# Your goal:
The answer must be one number: how many lines below contain the word "elements".

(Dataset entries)
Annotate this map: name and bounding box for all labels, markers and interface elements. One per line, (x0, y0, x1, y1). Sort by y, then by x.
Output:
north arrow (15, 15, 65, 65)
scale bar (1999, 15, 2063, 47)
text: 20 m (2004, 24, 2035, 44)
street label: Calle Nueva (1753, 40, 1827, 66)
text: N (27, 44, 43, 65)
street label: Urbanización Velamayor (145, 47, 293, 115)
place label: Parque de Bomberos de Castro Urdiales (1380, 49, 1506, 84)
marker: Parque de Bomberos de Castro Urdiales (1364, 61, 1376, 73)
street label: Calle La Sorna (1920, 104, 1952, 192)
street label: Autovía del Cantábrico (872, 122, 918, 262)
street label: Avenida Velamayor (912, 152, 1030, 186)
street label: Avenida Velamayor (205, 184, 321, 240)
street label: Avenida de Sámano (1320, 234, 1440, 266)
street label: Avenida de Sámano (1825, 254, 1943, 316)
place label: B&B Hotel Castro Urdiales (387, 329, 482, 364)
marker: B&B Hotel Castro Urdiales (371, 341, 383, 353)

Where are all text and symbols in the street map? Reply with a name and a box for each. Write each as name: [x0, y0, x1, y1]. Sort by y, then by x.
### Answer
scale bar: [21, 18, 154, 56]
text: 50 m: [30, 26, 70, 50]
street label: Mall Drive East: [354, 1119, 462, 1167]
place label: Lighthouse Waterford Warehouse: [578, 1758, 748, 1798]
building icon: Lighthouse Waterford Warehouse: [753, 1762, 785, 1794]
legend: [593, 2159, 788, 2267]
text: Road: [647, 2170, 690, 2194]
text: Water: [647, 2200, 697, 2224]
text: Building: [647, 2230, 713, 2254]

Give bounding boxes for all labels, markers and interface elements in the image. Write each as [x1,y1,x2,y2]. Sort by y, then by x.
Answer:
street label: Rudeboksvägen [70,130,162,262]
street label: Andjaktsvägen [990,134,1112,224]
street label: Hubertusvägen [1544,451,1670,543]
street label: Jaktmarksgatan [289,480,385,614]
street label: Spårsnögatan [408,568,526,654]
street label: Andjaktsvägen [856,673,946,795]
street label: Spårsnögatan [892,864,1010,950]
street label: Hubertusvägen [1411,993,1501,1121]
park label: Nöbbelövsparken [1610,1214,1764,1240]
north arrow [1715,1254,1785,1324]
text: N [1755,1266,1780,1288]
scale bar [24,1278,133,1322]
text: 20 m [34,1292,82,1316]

# Result of this exercise:
2